Ochoa:  Stella came up during the belle époque. It was a different time. Traditional. Social etiquette was as important then as social media is today. Much of that etiquette was having proper attire, being well groomed. If you were a woman you wore your hair up. If you wore it down, you could be mistaken for insane. It was a time when children respected their parents and teachers, and spoke to them deferentially. A time when men could shake hands and the “gentleman’s agreement” would seal a venture without necessarily having lawyers and contracts in the mix. Stella’s parents made a good living in the theater and she was brought up with the best of everything, including servants and governesses. She spent half her life accustomed and appreciative of the customs, dress and proprieties of the times. When the Cultural Revolution happened during the 60s, she didn’t catch the wave. She continued to dress the way she had been dressing her entire life. At times people perceived her as superficial, but she was merely a woman not willing to let go of the “costumes” that defined her.

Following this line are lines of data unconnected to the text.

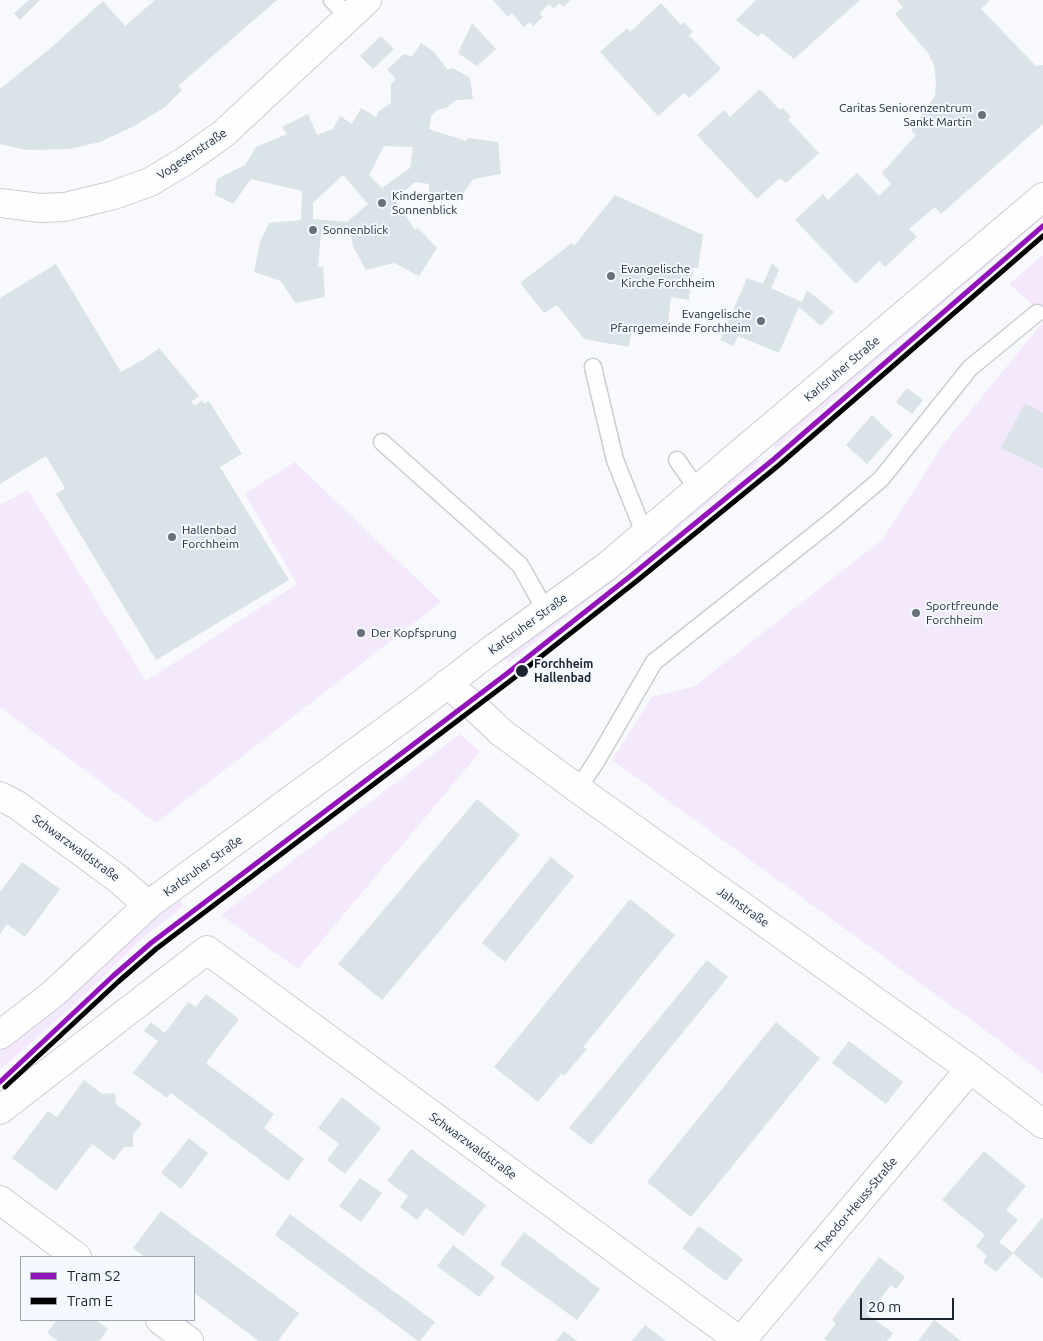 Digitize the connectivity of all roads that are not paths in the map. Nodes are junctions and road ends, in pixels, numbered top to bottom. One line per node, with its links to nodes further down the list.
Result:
1 (349, 6): 3 (street, Vogesenstraße)
2 (1043, 197): 8 (street, Karlsruher Straße)
3 (0, 203)
4 (1037, 313): 12 (lane)
5 (593, 367): 9 (lane)
6 (382, 442): 10 (lane)
7 (678, 460): 8 (lane)
8 (698, 490): 9 (street, Karlsruher Straße)
9 (645, 535): 10 (street, Karlsruher Straße)
10 (546, 611): 11 (street, Karlsruher Straße)
11 (447, 684): 12 (street, Jahnstraße); 14 (street, Karlsruher Straße)
12 (578, 789): 16 (street, Jahnstraße)
13 (0, 796): 14 (street, Schwarzwaldstraße)
14 (148, 905): 15 (street, Karlsruher Straße)
15 (0, 1035)
16 (970, 1069): 18 (street, Jahnstraße); 23 (street, Theodor-Heuss-Straße)
17 (0, 1110): 23 (street, Schwarzwaldstraße)
18 (1043, 1124)
19 (0, 1200): 20 (street)
20 (76, 1256)
21 (161, 1321): 22 (street)
22 (189, 1341)
23 (740, 1341) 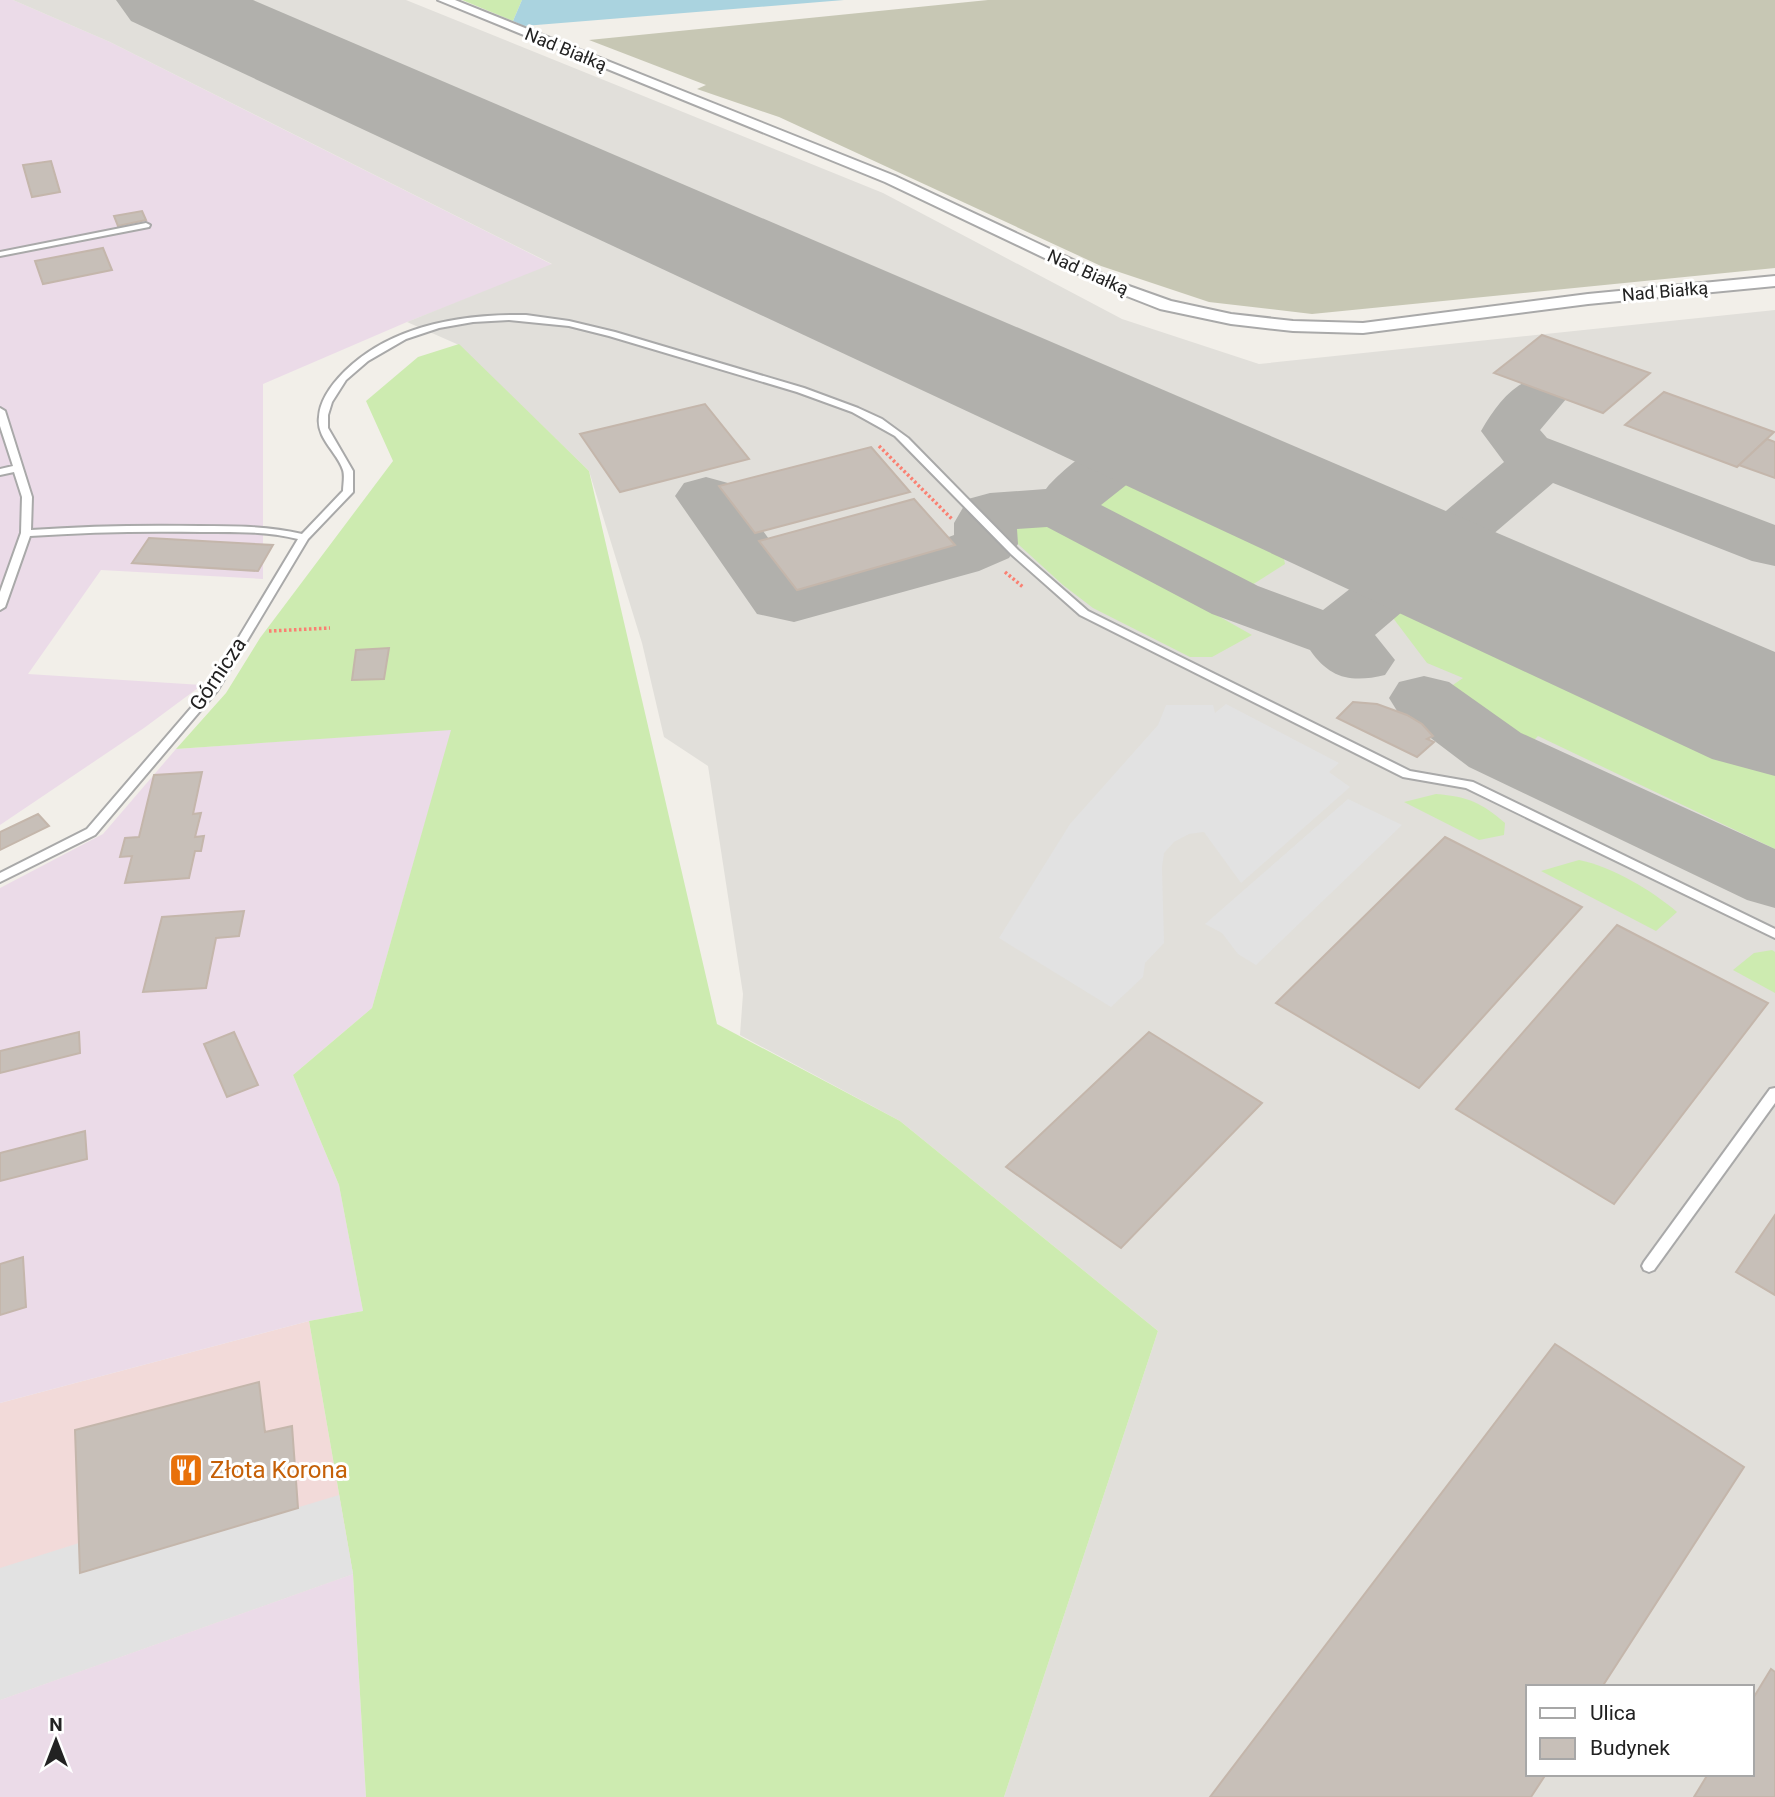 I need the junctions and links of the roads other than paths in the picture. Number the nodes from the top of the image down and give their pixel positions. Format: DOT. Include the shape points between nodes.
graph roads {
  1 [pos="444,0"];
  2 [pos="146,225"];
  3 [pos="0,254"];
  4 [pos="1775,281"];
  5 [pos="0,411"];
  6 [pos="18,468"];
  7 [pos="0,472"];
  8 [pos="26,533"];
  9 [pos="304,537"];
  10 [pos="0,607"];
  11 [pos="0,878"];
  12 [pos="1775,934"];
  13 [pos="1775,1093"];
  14 [pos="1649,1266"];
  1 -- 4 [label="street, Nad Białką" via="890,179 1120,288 1231,318 1363,328"];
  2 -- 3 [label="lane"];
  5 -- 6 [label="lane"];
  6 -- 7 [label="lane"];
  6 -- 8 [label="lane" via="27,497"];
  8 -- 9 [label="lane" via="153,528 282,531"];
  8 -- 10 [label="lane"];
  9 -- 11 [label="lane, Górnicza" via="212,689 91,832"];
  9 -- 12 [label="lane, Górnicza" via="344,498 350,485 348,471 322,421 338,386 376,351 435,327 504,317 565,323 860,412 897,434 1040,578 1084,613 1407,774 1469,785"];
  13 -- 14 [label="lane"];
}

What do you want readers to take away from reading your book?

Ochoa: I imagine the same thing I took from getting to know Stella: Art keeps society on the right path. Without it, we get lost, especially in this day and age, in the treadmill of work and romance and addictions and alienation from our fellows. We put our need for social validation in the form of the “right” job or relationship or house or car before our present experiences. We live in the past or the future, never taking the time to marvel at what is going on right in front of us. The other day I closed my eyes to focus on the birds singing in the yard and I counted five different birdcalls from various distances. Stella noticed such things and used them to teach actors how to experience the present moment of a scene and thereby give a truthful performance. She would tell her students, “Life beats down and crushes the soul and art reminds you that you have one.”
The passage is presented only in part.